Egozentrik bei ADHS

ja, ich bin definitiv hyperaktiv und impulsiv, meine Impulsivität ist/war auch in den vergangenen Jahren mein größtes Problem. Und ja, ich gehe gerne auf Leute zu und netzwerke total viel, also bringe Leute zusammen - die dann auch wirklich oft gut passen.
Mit Konzentration habe ich auch ohne Elvanse wenig Probleme, würde ich als überdurchschnittlich bezeichnen und bei langweiligen oder unwichtigen Sachen bin ich schon unaufmerksam. Aber ansonsten hatte ich z.B. noch nie einen Unfall und ich fahre viel Auto. Mir entgeht auch nichts. Ich kann mir super gut Gesichter merken und erkenne die Leute überall wieder und merke mir völlig irrelevante Zusammenhänge, über die sich meine Kinder immer kaputtlachen.

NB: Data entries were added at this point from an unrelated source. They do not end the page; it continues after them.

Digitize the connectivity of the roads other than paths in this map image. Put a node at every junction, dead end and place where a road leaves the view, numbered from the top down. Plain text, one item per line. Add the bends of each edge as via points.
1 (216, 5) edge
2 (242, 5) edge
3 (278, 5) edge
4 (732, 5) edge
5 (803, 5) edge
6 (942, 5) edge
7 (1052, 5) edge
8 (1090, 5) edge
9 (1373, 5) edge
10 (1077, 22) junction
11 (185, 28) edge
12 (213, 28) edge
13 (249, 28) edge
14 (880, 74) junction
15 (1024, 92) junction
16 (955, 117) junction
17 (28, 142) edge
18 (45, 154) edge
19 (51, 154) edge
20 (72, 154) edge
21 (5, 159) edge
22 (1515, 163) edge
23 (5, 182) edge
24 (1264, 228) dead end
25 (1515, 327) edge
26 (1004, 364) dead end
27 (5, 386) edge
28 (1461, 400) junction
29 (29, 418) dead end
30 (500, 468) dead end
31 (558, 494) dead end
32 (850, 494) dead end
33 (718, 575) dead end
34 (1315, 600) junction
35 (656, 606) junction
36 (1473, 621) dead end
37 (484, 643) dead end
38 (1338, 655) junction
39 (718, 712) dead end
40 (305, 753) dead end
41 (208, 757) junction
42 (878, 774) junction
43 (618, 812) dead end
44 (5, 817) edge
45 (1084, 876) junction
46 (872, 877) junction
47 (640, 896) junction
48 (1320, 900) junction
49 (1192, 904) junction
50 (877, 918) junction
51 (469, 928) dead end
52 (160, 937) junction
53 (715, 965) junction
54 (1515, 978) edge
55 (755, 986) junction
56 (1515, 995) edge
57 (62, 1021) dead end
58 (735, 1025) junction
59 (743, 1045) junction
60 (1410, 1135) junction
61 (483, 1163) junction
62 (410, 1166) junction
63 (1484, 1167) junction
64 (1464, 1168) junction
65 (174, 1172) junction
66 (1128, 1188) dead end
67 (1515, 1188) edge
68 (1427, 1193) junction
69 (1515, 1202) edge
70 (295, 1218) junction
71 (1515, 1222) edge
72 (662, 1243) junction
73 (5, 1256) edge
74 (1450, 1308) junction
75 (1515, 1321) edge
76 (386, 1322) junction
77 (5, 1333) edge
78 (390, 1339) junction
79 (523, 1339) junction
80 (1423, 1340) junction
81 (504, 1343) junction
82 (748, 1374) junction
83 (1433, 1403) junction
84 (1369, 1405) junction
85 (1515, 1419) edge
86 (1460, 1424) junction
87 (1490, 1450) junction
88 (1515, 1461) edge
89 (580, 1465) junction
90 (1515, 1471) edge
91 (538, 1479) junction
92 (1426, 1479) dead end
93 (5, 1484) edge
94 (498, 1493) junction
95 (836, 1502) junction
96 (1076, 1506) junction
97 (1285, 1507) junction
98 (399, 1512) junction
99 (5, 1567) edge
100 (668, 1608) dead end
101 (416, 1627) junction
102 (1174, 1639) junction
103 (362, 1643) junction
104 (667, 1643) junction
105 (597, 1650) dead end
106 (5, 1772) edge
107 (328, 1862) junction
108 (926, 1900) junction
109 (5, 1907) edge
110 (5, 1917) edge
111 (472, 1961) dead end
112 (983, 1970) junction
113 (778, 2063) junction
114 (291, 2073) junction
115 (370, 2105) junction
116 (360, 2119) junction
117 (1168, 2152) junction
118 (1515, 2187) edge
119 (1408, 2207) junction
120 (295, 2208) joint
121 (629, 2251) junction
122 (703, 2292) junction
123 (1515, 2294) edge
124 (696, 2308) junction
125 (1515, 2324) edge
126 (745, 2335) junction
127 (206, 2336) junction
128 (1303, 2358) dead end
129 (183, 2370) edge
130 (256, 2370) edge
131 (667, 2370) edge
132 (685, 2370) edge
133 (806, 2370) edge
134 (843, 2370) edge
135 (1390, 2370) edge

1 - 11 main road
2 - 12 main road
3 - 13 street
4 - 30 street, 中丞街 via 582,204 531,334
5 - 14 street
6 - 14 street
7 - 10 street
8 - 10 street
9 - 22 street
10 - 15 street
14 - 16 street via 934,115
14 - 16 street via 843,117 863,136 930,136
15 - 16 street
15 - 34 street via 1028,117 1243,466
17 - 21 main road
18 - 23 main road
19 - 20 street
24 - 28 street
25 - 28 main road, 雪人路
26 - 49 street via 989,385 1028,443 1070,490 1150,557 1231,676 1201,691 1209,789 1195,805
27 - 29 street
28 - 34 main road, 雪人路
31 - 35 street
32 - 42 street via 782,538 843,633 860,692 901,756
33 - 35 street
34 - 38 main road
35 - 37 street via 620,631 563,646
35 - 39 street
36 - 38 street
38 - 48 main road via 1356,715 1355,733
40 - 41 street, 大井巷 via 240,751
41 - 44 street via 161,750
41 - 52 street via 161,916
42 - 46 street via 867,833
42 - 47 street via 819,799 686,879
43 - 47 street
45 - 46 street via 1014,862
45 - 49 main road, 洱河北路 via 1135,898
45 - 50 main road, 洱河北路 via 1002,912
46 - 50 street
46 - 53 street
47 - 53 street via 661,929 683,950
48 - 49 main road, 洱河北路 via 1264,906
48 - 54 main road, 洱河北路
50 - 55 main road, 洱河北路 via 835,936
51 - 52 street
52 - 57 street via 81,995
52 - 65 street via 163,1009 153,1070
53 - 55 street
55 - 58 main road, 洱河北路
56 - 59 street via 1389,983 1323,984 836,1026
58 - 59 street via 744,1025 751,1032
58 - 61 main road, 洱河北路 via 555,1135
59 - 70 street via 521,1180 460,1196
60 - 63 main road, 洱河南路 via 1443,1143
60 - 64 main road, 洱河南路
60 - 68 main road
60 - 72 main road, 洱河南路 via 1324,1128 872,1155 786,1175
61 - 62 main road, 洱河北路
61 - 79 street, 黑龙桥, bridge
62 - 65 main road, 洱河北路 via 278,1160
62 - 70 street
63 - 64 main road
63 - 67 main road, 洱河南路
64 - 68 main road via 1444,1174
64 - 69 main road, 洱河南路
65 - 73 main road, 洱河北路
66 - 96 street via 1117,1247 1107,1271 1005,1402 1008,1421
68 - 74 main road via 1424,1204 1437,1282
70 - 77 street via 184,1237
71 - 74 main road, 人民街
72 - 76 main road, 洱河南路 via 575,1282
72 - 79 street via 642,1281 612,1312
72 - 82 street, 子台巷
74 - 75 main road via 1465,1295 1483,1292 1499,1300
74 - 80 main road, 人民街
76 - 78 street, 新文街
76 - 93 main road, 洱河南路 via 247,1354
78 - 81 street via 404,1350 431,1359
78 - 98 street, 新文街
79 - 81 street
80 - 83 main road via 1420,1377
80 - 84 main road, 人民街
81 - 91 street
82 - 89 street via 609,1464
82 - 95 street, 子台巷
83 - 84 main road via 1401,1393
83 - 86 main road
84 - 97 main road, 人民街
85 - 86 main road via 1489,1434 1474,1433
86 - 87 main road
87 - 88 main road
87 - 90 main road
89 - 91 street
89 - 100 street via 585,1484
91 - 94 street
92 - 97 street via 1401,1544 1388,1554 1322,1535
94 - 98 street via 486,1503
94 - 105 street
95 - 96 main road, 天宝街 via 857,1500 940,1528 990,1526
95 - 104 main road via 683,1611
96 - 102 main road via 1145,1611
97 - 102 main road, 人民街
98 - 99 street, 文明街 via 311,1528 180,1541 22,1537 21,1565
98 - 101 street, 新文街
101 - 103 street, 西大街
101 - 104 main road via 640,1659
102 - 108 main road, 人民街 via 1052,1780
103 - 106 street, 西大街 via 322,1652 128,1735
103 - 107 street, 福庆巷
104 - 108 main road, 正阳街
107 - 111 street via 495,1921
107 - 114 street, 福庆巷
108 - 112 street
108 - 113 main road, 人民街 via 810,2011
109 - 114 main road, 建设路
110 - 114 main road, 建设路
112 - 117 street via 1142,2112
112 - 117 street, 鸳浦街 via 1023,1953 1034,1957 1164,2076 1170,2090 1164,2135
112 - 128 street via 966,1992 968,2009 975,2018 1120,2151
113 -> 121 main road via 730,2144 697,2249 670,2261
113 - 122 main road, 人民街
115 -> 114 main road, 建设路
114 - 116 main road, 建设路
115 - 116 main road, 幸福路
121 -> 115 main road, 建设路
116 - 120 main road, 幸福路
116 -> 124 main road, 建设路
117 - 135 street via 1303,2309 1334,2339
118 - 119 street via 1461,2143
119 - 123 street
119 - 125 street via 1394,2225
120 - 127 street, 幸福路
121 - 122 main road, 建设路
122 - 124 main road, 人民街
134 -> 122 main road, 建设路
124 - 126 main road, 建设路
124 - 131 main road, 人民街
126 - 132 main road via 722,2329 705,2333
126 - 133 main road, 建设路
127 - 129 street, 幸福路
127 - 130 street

Es kann z.B. passieren, dass ich Dir über Wildfremde richtig viel erzählen kann. Ich merke mir unbewusst wo sie wohnen, welches Auto sie fahren, um wie viel Uhr sie bestimme Dinge tun etc.
Ich sage meinen Kindern im großen Supermarkt auch immer, an welche Kasse wir gehen, weil ich alle Eigenheiten der KassiererInnen kenne. Z.B. ob sie unsanft mit meinen Bananen umgehen.

Nun ja, bei Nebensächlichkeiten ist meine Aufmerksamkeit auch ganz hervorragend. :wink:

Was sind denn dann Hauptsächlichkeiten für Dich, wenn nicht Verkehr oder Arbeit?

Edit: Also ich dachte eher an Straßenverkehr.

Ich kann auch noch Gespräche rekonstruieren die 10jahre her sind. Aber ob ich meine ec Karte an der Aldi Kasse eingesteckt habe weiß ich beim rausgehen meistens schon nicht mehr.
Oder wenn ich vor dem haus stehe mich frage ob ich die Tür abgeschlossen habe. Ich muss meistens nochmal 5 Stockwerke hoch gehen um das zu überprüfen.

Aber ich stecke meine karte immer ein und die Tür schließe ich auch jedes mal ab.
Aber den Zwang das ganze dann noch mal zu kontrollieren habe ich leider auch.

Bei mir auch, wobei ich bei solchen Sachen so was von gechillt bin. Da denke ich mir, ach hast bestimmt abgeschloßen und wenn nicht, wer soll schon einbrechen :twisted: .
Was ich auch sehr blöd finde ist, irgendwo hinzugehen und wenn ich da bin, zwei Minuten wie gelähmt stehe und überlege was mache ich hier eigentlich. Ich bin generell sehr verpeilt und extrem tollpatchig.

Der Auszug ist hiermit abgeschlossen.